++++ Record extracts

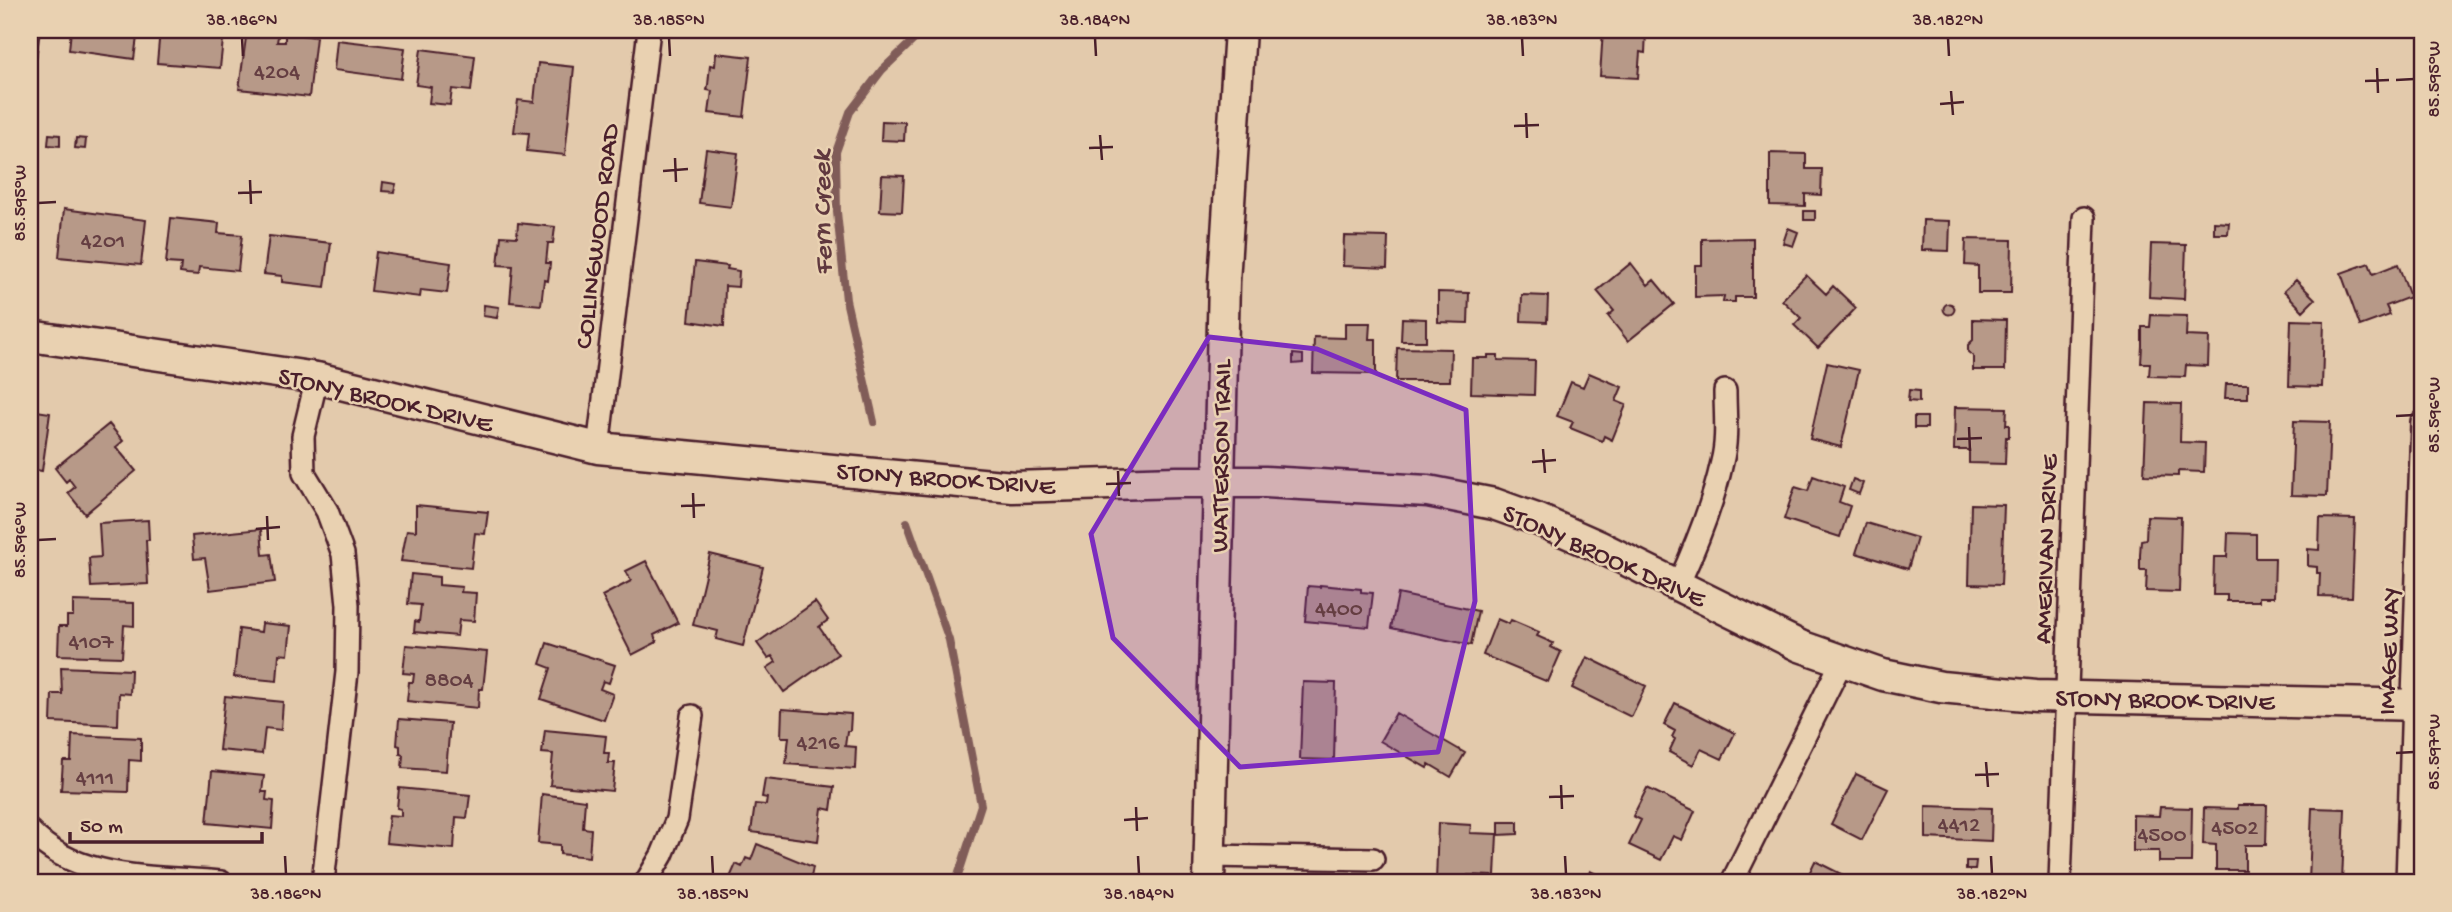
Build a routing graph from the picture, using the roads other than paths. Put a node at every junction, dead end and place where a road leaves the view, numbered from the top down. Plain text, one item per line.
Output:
1 (649, 30) edge
2 (1240, 30) edge
3 (2084, 218) dead end
4 (30, 336) edge
5 (317, 378) junction
6 (1725, 391) dead end
7 (2422, 422) edge
8 (598, 448) junction
9 (1217, 482) junction
10 (1678, 585) junction
11 (1842, 661) junction
12 (2066, 695) junction
13 (2418, 705) edge
14 (692, 716) dead end
15 (30, 831) edge
16 (1373, 859) dead end
17 (1210, 869) edge
18 (221, 882) edge
19 (323, 882) edge
20 (646, 882) edge
21 (1732, 882) edge
22 (2060, 882) edge
23 (2407, 882) edge

1 - 8 street, COLLINGWOOD ROAD
2 - 9 street, WATTERSON TRAIL
3 - 12 street, AMERIVAN DRIVE
4 - 5 street, STONY BROOK DRIVE
5 - 8 street, STONY BROOK DRIVE
5 - 19 street
6 - 10 street
7 - 13 street, IMAGE WAY
8 - 9 street, STONY BROOK DRIVE
9 - 10 street, STONY BROOK DRIVE
9 - 17 street, WATTERSON TRAIL
10 - 11 street, STONY BROOK DRIVE
11 - 12 street, STONY BROOK DRIVE
11 - 21 street
12 - 13 street, STONY BROOK DRIVE
12 - 22 street, AMERIVAN DRIVE
13 - 23 street, IMAGE WAY
14 - 20 street
15 - 18 street
16 - 17 street

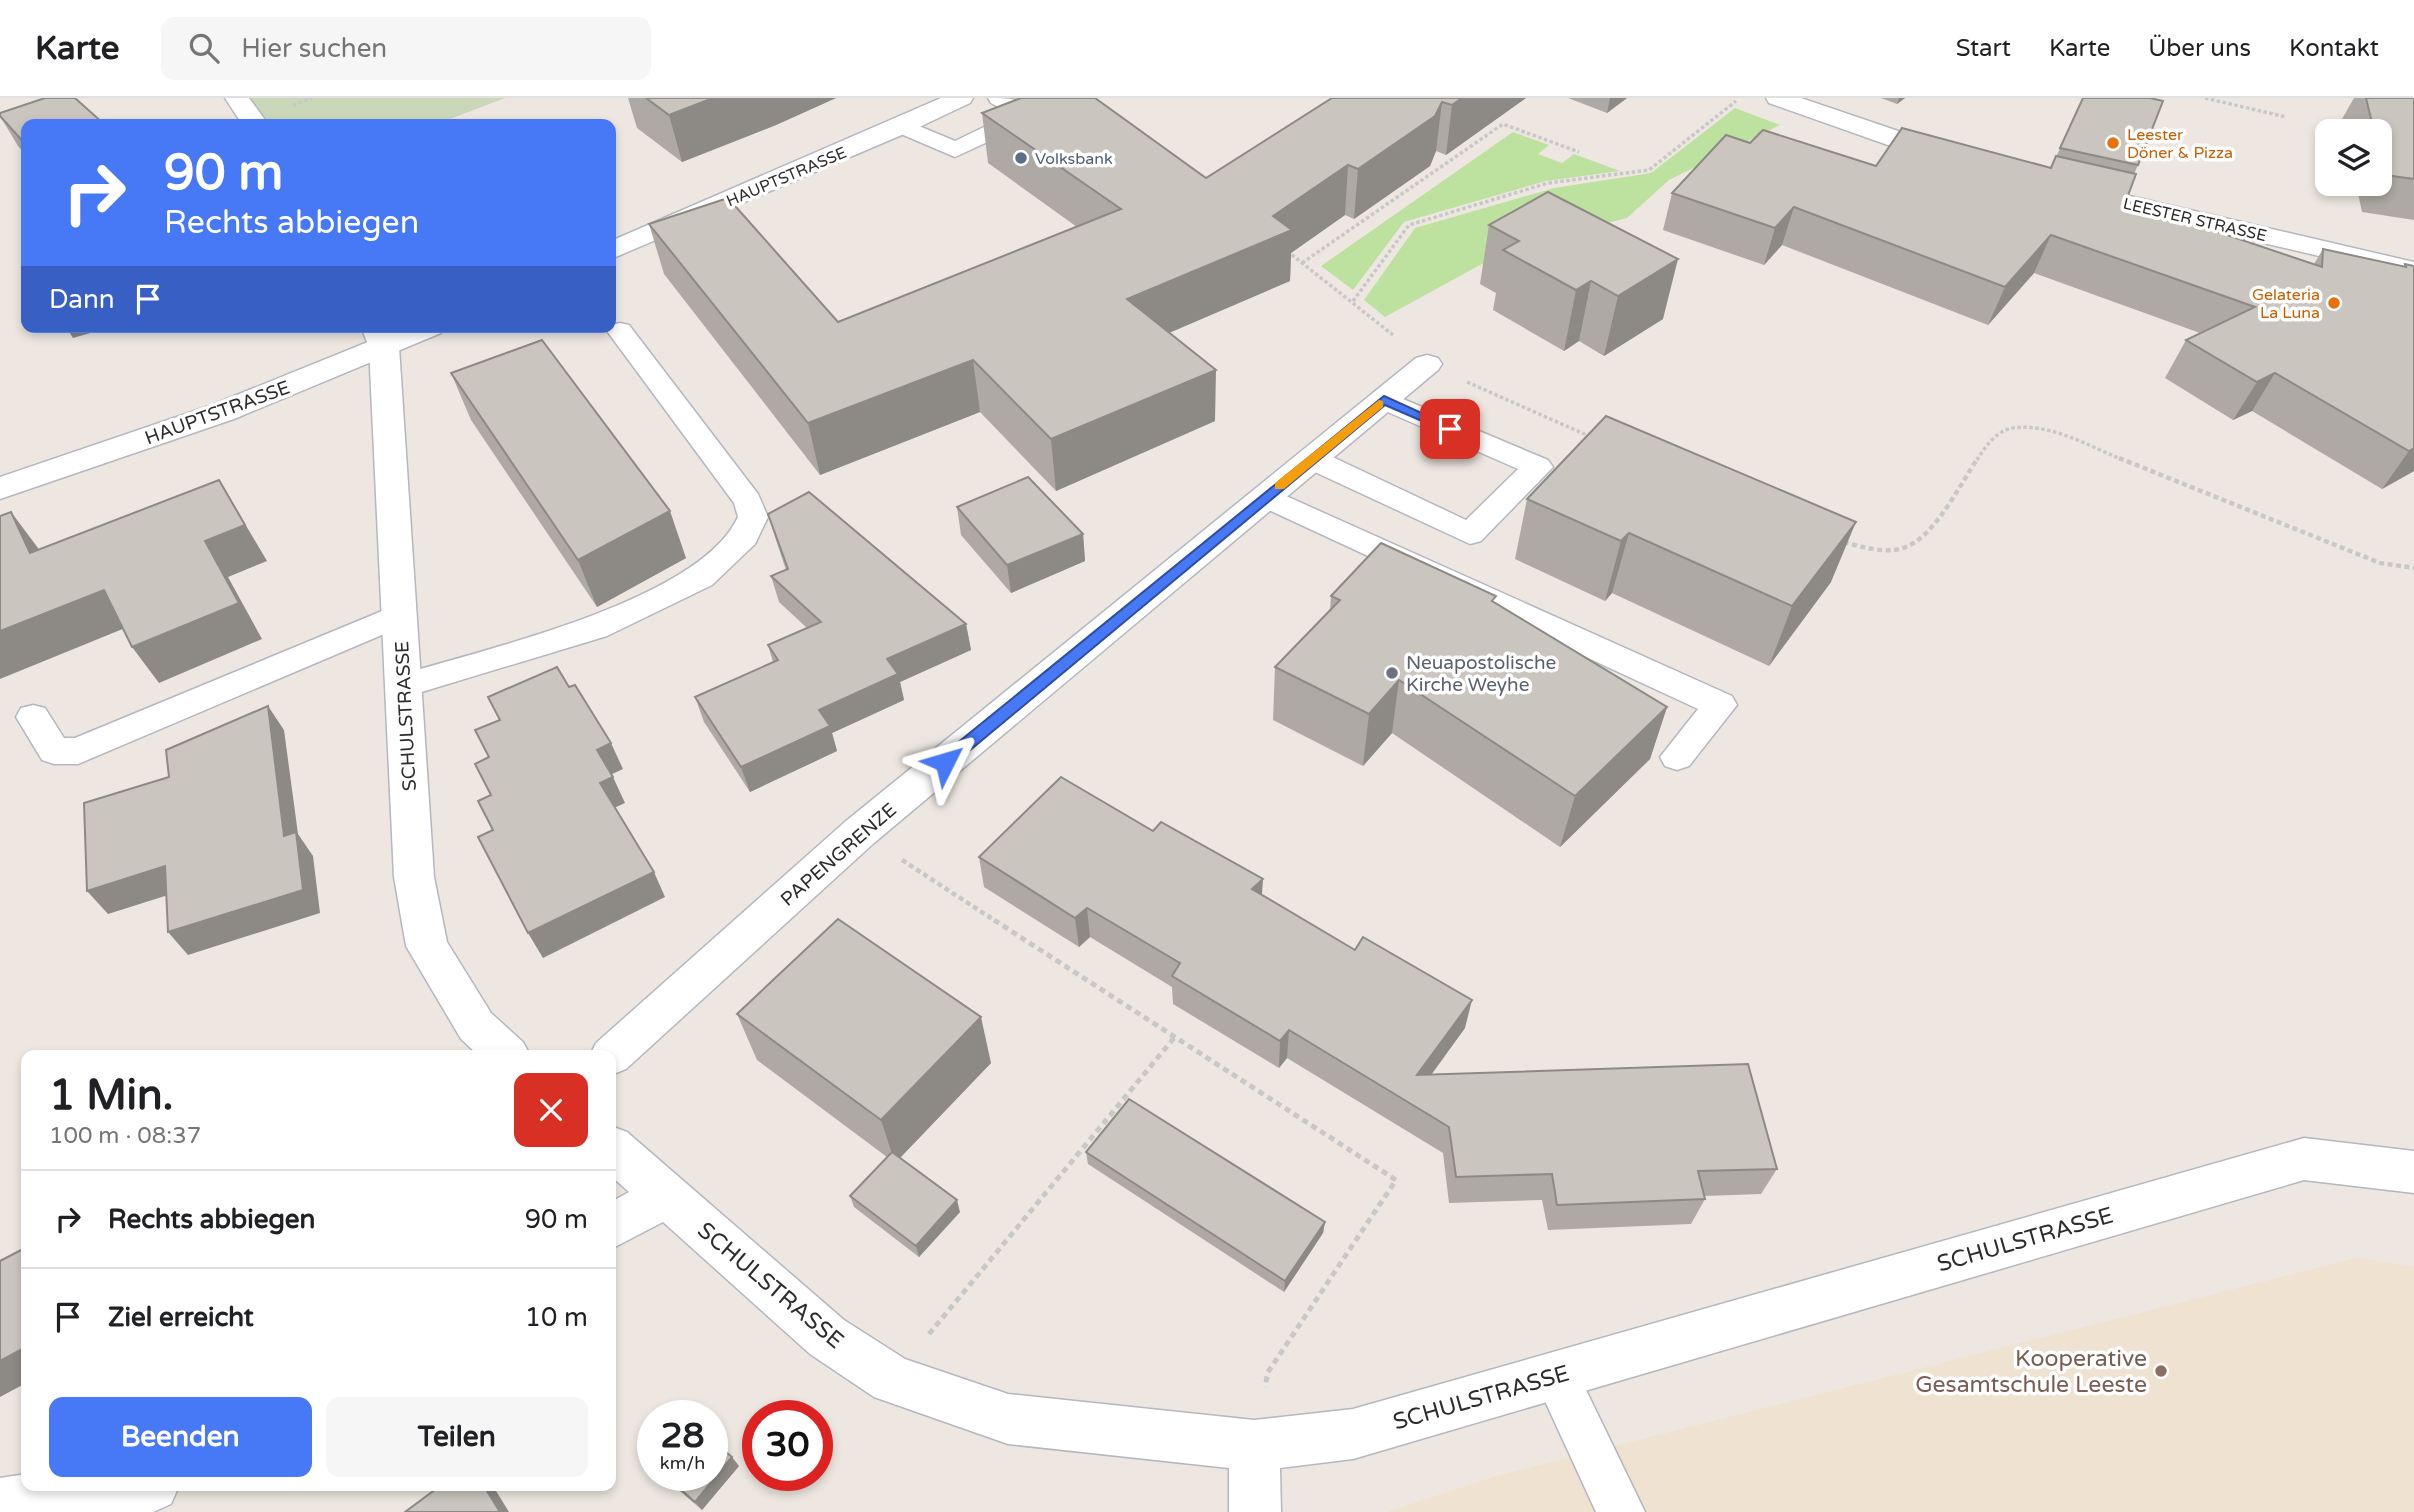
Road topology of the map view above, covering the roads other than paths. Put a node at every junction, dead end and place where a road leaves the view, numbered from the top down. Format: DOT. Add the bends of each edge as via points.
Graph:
graph roads {
  1 [pos="237,98"];
  2 [pos="961,98"];
  3 [pos="999,98"];
  4 [pos="1778,98"];
  5 [pos="252,119"];
  6 [pos="902,126"];
  7 [pos="1966,162"];
  8 [pos="2070,190"];
  9 [pos="616,249"];
  10 [pos="2414,270"];
  11 [pos="620,331"];
  12 [pos="400,333"];
  13 [pos="380,337"];
  14 [pos="1427,363"];
  15 [pos="1384,400"];
  16 [pos="1312,459"];
  17 [pos="0,488"];
  18 [pos="1265,497"];
  19 [pos="399,615"];
  20 [pos="405,685"];
  21 [pos="33,717"];
  22 [pos="1677,757"];
  23 [pos="503,1050"];
  24 [pos="616,1052"];
  25 [pos="616,1151"];
  26 [pos="2414,1172"];
  27 [pos="666,1196"];
  28 [pos="616,1224"];
  29 [pos="1555,1375"];
  30 [pos="1254,1445"];
  31 [pos="106,1491"];
  32 [pos="4,1502"];
  33 [pos="1255,1512"];
  34 [pos="1621,1512"];
  1 -- 5 [label="street"];
  2 -- 6 [label="street, HAUPTSTRASSE"];
  3 -- 6 [label="lane" via="1029,114 955,150"];
  4 -- 7 [label="street"];
  6 -- 9 [label="street, HAUPTSTRASSE"];
  8 -- 10 [label="street, LEESTER STRASSE"];
  11 -- 20 [label="lane" via="748,501 753,517 744,537 701,577 596,628"];
  12 -- 13 [label="street, HAUPTSTRASSE"];
  13 -- 17 [label="street, HAUPTSTRASSE" via="223,412"];
  13 -- 19 [label="street, SCHULSTRASSE"];
  14 -- 15 [label="street, PAPENGRENZE"];
  15 -- 16 [label="street, PAPENGRENZE"];
  15 -- 16 [label="lane" via="1538,467 1470,534"];
  16 -- 18 [label="street, PAPENGRENZE"];
  18 -- 22 [label="lane" via="1720,705"];
  18 -- 24 [label="street, PAPENGRENZE" via="860,832"];
  19 -- 20 [label="street, SCHULSTRASSE"];
  19 -- 21 [label="lane" via="78,751 54,751"];
  20 -- 23 [label="street, SCHULSTRASSE" via="414,877 427,946 476,1026"];
  25 -- 27 [label="street, SCHULSTRASSE"];
  26 -- 29 [label="street, SCHULSTRASSE" via="2304,1159"];
  27 -- 28 [label="street"];
  27 -- 30 [label="street, SCHULSTRASSE" via="827,1337 892,1379 1008,1419"];
  29 -- 30 [label="street, SCHULSTRASSE" via="1353,1434"];
  29 -- 34 [label="lane"];
  30 -- 33 [label="street"];
  31 -- 32 [label="street"];
}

++++++++

▶ Task instructions: Gather from the entries above all lines that include the string "AMERIVAN".

▶ Exercise output:
3 - 12 street, AMERIVAN DRIVE
12 - 22 street, AMERIVAN DRIVE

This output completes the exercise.